La “teologia della liberazione” è il nome dato a una specie di teologia emersa alla fine degli anni ’60 e all’inizio degli anni ’70 in America Latina. Richiedeva una rivalutazione radicale della teologia, delle opere pastorali e della stessa Chiesa cattolica. La Chiesa e il suo clero avevano storicamente coesistito con – o autorizzato moralmente – la schiavitù, la conquista, il colonialismo e il neocolonialismo. Alla fine degli anni ’60, questo non era più politicamente, e tanto meno eticamente, tollerabile. Guerre anticoloniali e lotte di liberazione nazionale erano scoppiate in tutta l’Asia, l’Africa e l’America Latina, mentre il “Terzo Mondo” veniva a significare un progetto antimperialista per costruire un mondo basato sull’equità, la solidarietà e la sovranità.

In mezzo a questi tempi rivoluzionari fu convocato il Concilio Vaticano II, noto colloquialmente come Vaticano II (1962-65), dal quale uscì una richiesta di una Chiesa cattolica più “mondana”. Il clero del Terzo Mondo chiarì, tuttavia, che una Chiesa più “mondana” non era semplicemente quella in cui i preti indossavano regalie meno ornate e celebravano la messa in lingua vernacolare (al posto del latino). Una Chiesa più “mondana” doveva essere una Chiesa che faceva solennemente i conti con i gravi problemi del mondo, non ultimo dei quali era la povertà.

Nel 1968, i vescovi latinoamericani si riunirono a Medellín, in Colombia, per dare corpo allo “spirito” del Vaticano II. Da quella conferenza emersero dichiarazioni che rifiutavano la povertà come la sorte di popoli moralmente o intellettualmente inferiori. Concludevano, piuttosto, che la povertà era una specie di “violenza istituzionalizzata” e che le nostre vite sono vissute in una situazione di “peccato sociale” nella misura in cui possiamo ma collettivamente scegliamo di non sradicare la povertà. La scelta cristiana corretta è quella di “optare per i poveri” (Ellacuría e Sobrino, 1994).

Queste intuizioni sono state sviluppate più rigorosamente in quello che è diventato il testo simbolo del movimento, Una teologia della liberazione (1971), del sacerdote peruviano Gustavo Gutiérrez. Per Gutiérrez, non era sufficiente affrontare la povertà e altri mali sociali nei termini tecnocratici e spiritualmente vacui dello “sviluppo”. Invece, Gutiérrez chiedeva la “liberazione”, con cui intendeva non solo la liberazione da strutture economiche e politiche repressive, ma anche la liberazione dal peccato.

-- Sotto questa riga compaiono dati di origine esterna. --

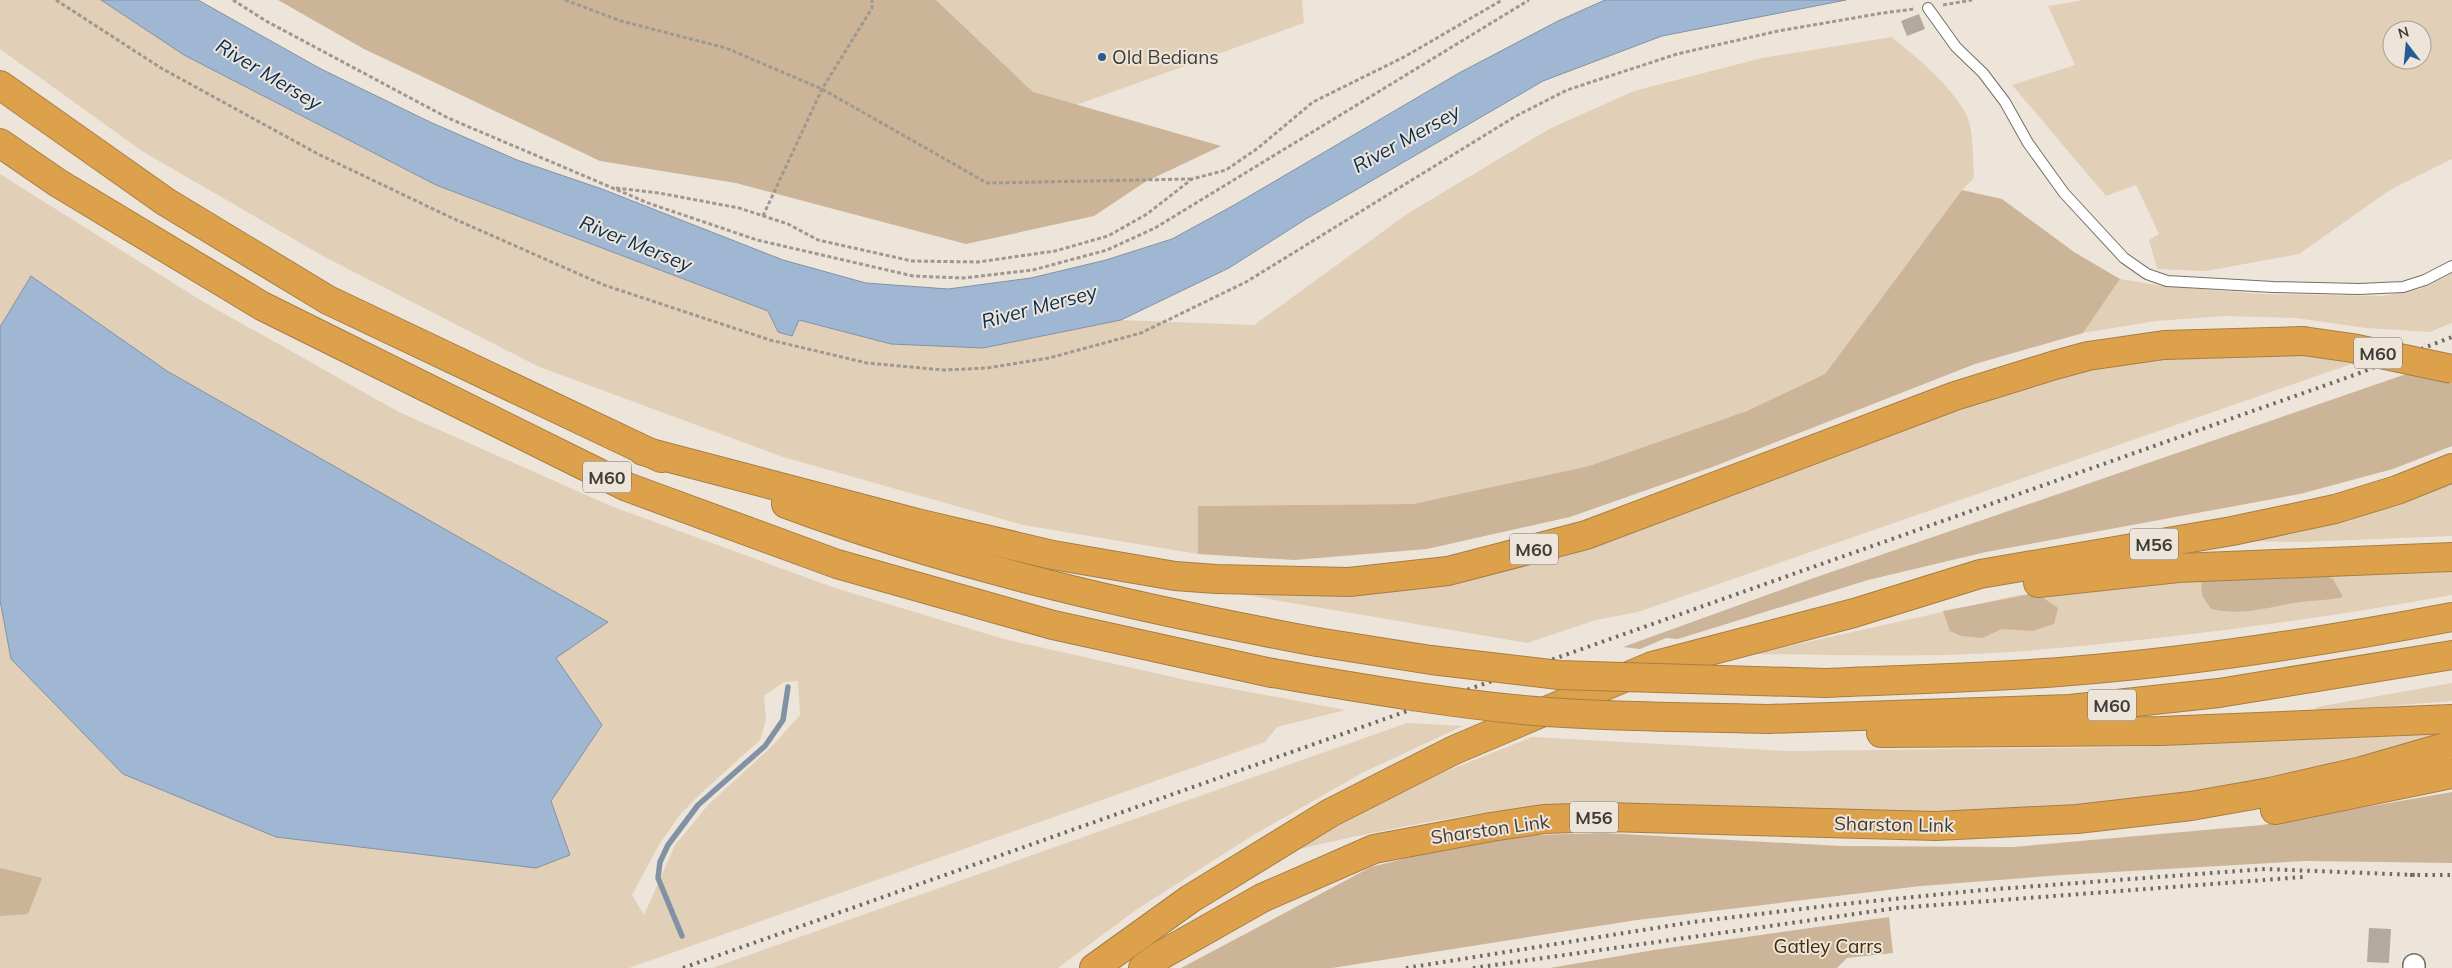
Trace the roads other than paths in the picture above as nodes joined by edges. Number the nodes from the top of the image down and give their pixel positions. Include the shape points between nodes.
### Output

La liberazione come tale equivale a un progetto per una “nuova umanità”, che Gutiérrez ha consapevolmente messo in dialogo con il concetto (ateo) di Ernesto Che Guevara (1965) del nuovo uomo e donna socialista. Questa nuova umanità sarebbe quella che risponde alla chiamata cristiana di vestire gli ignudi, nutrire gli affamati, accogliere lo straniero e curare i malati. Infatti, per Gutiérrez, qualunque sia il valore analitico della teoria sociale e politica marxista, la teologia della liberazione e la sua prassi devono essere alimentate dai testi biblici e dalla speranza utopica nella salvezza. La teologia della liberazione può guardare al racconto dell’Esodo di un Dio che ascolta il grido del suo popolo oppresso e lo conduce fuori dalla schiavitù (egiziana); i profeti del Vecchio Testamento (cioè Amos, Geremia, Isia, ecc.) che denunciano lo sfruttamento dei poveri e chiamano i loro compagni israeliti a prendersi cura dell’orfano, della vedova e dello straniero; i Vangeli, con un accento sugli insegnamenti di Gesù di amare il prossimo e con un divino che ha scelto di incarnarsi nella carne di un umile lavoratore (falegname) che viene imprigionato, torturato e giustiziato da élite corrotte e da un potere imperiale; e gli Atti degli Apostoli, che hanno condiviso i loro beni e vissuto in comune.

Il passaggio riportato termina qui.